(RECORDS SHOWN Opens)

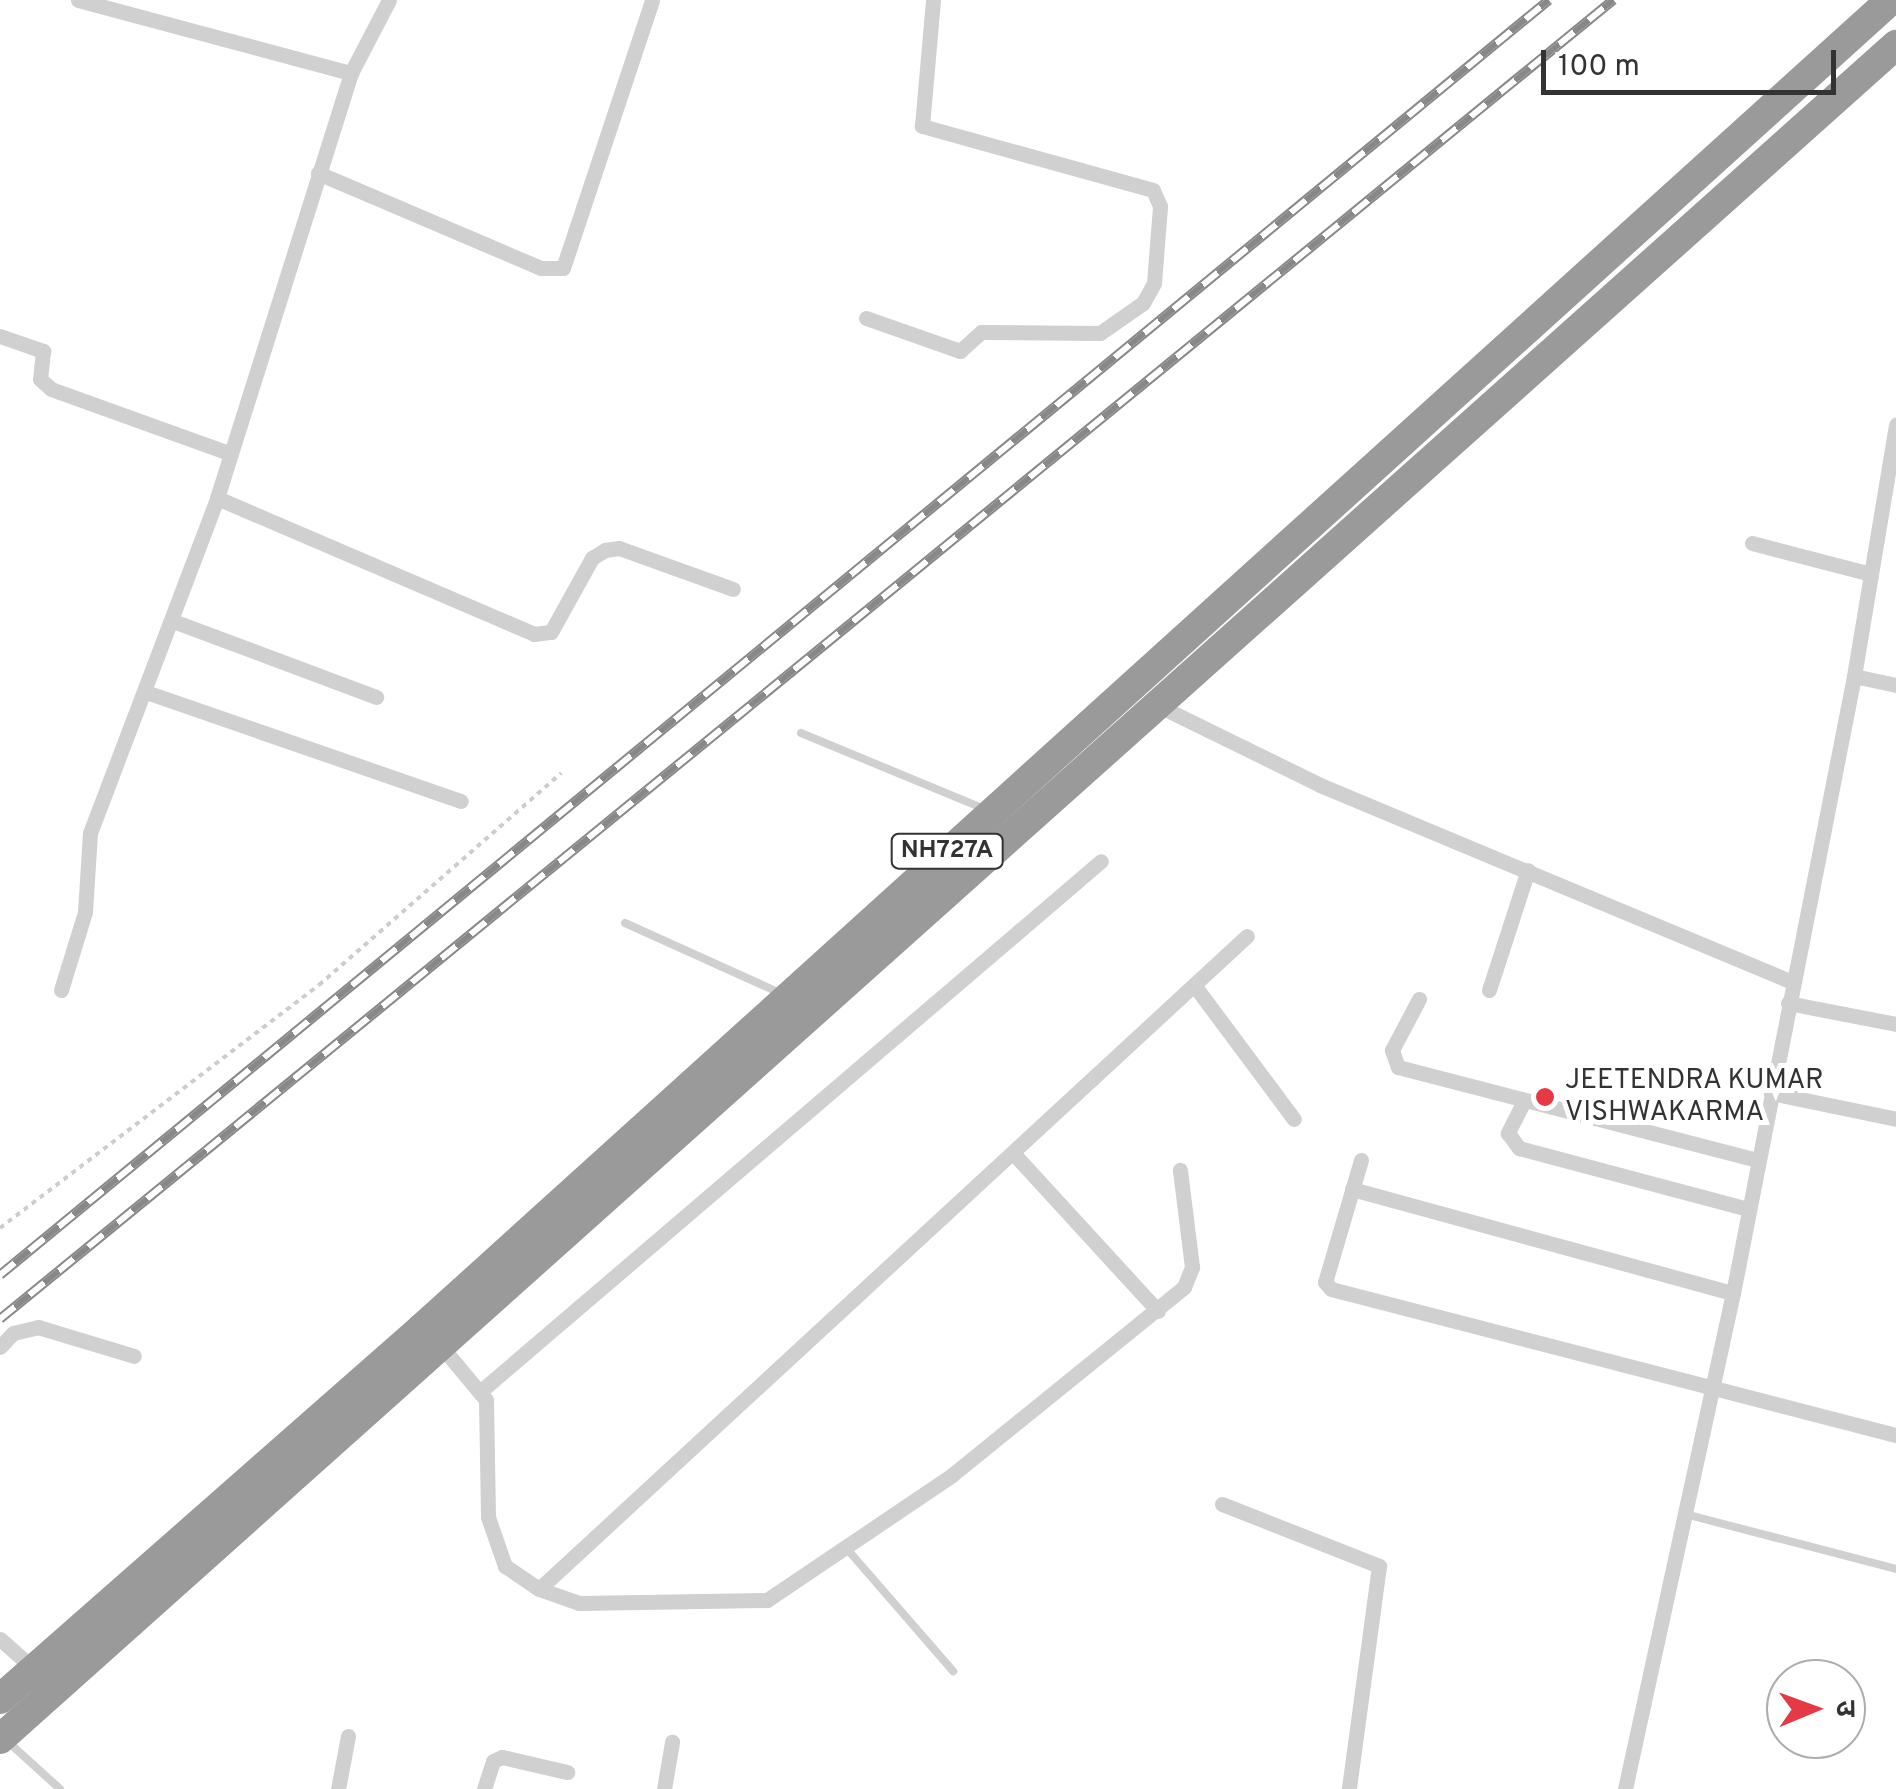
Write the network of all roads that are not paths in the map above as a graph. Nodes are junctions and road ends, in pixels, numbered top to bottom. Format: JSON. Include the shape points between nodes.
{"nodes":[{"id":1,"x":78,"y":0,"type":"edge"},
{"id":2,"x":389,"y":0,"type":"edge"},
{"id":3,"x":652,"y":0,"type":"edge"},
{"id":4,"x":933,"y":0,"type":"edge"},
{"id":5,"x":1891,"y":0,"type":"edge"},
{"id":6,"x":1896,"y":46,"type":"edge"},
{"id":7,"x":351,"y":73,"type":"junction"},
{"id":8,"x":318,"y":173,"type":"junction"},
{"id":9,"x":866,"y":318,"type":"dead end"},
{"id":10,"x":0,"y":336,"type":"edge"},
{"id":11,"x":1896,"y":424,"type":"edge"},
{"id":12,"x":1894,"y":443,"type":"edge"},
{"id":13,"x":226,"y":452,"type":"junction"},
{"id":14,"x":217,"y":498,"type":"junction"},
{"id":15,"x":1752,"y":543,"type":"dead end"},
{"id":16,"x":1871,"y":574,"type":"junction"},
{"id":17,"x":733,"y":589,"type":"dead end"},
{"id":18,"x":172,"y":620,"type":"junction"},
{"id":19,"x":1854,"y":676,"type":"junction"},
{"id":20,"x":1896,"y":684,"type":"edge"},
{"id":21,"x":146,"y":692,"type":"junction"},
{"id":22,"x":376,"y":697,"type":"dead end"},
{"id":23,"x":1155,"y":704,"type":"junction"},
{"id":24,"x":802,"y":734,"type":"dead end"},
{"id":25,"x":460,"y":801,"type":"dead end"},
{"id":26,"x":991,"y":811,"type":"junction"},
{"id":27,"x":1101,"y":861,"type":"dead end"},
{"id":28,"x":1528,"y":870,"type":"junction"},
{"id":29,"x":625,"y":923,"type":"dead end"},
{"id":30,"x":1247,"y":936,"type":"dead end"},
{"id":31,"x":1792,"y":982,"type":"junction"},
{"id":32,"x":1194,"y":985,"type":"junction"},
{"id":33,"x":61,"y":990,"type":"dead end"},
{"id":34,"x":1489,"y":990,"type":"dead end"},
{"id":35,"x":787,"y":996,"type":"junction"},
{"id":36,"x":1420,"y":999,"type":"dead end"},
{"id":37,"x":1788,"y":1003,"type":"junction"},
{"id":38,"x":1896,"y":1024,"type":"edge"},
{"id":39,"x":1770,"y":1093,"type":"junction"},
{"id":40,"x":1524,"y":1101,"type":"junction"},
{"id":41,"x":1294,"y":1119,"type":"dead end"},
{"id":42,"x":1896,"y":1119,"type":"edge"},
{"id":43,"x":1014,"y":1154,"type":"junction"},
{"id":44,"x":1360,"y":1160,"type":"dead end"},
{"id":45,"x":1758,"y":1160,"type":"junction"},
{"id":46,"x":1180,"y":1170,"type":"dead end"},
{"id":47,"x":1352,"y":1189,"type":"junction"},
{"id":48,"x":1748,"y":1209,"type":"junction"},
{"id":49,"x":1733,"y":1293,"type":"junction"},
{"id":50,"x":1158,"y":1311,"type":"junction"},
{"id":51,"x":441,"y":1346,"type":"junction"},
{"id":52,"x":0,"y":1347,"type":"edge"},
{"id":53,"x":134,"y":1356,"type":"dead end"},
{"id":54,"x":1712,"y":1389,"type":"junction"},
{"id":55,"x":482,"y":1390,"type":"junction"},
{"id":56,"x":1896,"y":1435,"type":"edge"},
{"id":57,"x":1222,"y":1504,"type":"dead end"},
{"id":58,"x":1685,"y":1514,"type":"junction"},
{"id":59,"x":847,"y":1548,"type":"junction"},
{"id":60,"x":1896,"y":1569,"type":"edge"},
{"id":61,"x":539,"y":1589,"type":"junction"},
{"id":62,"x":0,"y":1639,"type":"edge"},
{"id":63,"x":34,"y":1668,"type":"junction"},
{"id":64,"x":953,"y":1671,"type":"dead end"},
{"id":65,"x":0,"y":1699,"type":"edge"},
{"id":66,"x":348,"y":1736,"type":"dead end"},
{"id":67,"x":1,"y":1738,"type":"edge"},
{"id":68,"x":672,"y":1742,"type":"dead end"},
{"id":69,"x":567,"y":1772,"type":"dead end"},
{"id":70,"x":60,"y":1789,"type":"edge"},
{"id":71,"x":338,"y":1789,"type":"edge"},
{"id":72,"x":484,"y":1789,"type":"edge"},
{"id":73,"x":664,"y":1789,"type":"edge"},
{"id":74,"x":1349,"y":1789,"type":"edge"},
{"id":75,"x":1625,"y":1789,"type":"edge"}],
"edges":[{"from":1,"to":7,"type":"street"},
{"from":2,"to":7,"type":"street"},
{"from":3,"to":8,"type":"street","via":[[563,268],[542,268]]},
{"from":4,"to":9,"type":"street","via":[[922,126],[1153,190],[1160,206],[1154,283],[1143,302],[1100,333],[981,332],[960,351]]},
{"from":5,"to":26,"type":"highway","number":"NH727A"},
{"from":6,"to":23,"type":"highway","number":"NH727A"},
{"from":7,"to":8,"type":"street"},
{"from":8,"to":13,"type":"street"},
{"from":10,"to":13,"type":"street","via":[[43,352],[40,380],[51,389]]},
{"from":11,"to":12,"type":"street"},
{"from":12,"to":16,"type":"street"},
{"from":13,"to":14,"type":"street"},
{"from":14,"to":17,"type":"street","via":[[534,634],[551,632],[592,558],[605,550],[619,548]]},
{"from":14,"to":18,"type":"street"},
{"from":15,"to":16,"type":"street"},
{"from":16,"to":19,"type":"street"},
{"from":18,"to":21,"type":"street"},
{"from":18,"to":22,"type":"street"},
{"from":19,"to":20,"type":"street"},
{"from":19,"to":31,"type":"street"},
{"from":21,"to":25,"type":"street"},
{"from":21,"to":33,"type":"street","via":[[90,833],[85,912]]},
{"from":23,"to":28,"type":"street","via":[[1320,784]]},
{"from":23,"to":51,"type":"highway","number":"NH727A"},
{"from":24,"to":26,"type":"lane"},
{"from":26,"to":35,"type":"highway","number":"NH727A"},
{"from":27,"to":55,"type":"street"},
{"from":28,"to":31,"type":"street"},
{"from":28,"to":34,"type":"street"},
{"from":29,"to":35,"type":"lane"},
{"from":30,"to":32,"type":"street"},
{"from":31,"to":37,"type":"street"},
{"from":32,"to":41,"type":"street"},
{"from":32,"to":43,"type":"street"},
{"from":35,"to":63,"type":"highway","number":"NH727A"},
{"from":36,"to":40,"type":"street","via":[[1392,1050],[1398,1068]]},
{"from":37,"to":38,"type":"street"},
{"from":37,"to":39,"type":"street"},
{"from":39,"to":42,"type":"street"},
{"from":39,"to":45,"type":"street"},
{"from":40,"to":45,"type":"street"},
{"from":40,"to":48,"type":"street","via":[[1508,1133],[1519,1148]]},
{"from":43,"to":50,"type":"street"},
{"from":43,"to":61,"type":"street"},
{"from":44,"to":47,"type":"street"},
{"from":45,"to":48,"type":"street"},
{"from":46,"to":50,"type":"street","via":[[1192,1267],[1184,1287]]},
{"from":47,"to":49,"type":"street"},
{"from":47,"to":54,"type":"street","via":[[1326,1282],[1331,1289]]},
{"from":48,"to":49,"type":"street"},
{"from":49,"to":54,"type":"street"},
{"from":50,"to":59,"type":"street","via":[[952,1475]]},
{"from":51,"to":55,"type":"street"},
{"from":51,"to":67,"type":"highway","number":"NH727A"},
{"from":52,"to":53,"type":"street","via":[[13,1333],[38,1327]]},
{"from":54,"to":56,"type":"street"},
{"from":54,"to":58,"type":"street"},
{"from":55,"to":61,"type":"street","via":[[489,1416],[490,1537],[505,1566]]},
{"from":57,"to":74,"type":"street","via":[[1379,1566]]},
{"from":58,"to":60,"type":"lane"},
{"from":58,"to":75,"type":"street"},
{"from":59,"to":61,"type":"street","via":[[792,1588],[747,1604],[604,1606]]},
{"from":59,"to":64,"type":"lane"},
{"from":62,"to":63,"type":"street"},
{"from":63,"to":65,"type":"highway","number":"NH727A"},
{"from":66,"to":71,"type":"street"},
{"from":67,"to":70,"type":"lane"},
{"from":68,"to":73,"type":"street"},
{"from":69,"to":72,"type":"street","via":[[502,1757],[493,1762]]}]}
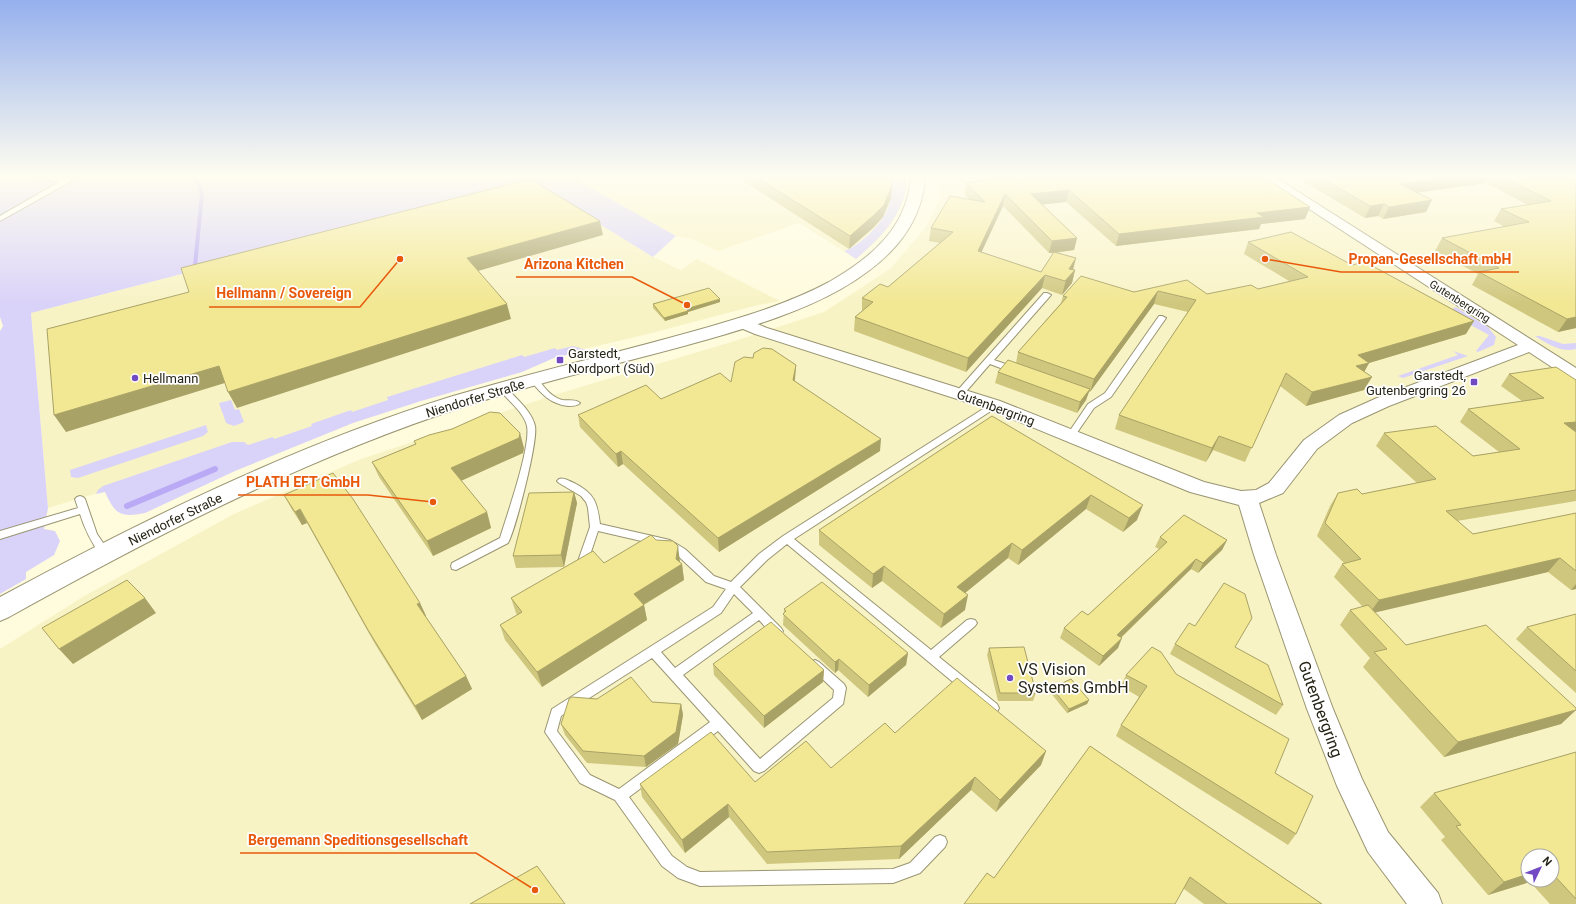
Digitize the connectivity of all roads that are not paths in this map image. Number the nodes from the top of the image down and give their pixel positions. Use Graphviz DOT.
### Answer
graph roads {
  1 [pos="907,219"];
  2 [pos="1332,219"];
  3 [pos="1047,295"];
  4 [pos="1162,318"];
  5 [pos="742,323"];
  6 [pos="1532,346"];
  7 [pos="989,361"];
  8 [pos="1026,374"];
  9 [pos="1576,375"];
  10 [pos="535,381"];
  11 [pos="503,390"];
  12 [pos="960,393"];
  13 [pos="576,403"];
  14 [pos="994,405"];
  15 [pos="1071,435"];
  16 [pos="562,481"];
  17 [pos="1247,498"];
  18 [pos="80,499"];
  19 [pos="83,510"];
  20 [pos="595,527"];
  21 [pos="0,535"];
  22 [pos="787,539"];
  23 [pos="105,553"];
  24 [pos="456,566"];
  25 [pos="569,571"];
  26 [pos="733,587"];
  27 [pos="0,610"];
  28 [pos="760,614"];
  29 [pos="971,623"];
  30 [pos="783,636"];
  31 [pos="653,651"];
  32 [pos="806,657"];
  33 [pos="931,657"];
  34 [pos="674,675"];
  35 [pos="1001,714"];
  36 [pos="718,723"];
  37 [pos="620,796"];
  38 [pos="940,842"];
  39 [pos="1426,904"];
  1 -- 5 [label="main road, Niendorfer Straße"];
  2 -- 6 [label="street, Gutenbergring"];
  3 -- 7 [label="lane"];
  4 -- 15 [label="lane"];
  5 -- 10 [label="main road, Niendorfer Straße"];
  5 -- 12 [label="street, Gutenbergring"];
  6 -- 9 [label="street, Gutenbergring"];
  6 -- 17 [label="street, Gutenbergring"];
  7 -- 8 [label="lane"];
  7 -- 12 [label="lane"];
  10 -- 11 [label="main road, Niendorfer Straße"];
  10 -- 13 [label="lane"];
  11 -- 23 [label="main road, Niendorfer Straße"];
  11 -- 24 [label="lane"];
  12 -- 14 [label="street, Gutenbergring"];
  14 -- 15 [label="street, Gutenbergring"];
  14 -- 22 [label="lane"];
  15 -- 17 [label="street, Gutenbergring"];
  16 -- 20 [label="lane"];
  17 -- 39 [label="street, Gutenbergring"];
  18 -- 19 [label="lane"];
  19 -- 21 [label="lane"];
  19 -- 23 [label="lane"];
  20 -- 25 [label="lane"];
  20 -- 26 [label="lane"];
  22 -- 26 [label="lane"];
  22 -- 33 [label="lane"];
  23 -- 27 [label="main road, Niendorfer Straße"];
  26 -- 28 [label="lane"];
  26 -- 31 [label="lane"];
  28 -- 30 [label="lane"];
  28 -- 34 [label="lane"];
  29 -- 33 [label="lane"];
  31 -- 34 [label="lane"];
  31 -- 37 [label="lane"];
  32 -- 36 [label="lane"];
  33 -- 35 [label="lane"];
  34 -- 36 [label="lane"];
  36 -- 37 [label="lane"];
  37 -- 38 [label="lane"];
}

(RECORDS SHOWN Closes)

> **REQUIREMENT**
Copy each line from the data above that includes "Gutenbergring".

> **TASK SOLUTION**
  2 -- 6 [label="street, Gutenbergring"];
  5 -- 12 [label="street, Gutenbergring"];
  6 -- 9 [label="street, Gutenbergring"];
  6 -- 17 [label="street, Gutenbergring"];
  12 -- 14 [label="street, Gutenbergring"];
  14 -- 15 [label="street, Gutenbergring"];
  15 -- 17 [label="street, Gutenbergring"];
  17 -- 39 [label="street, Gutenbergring"];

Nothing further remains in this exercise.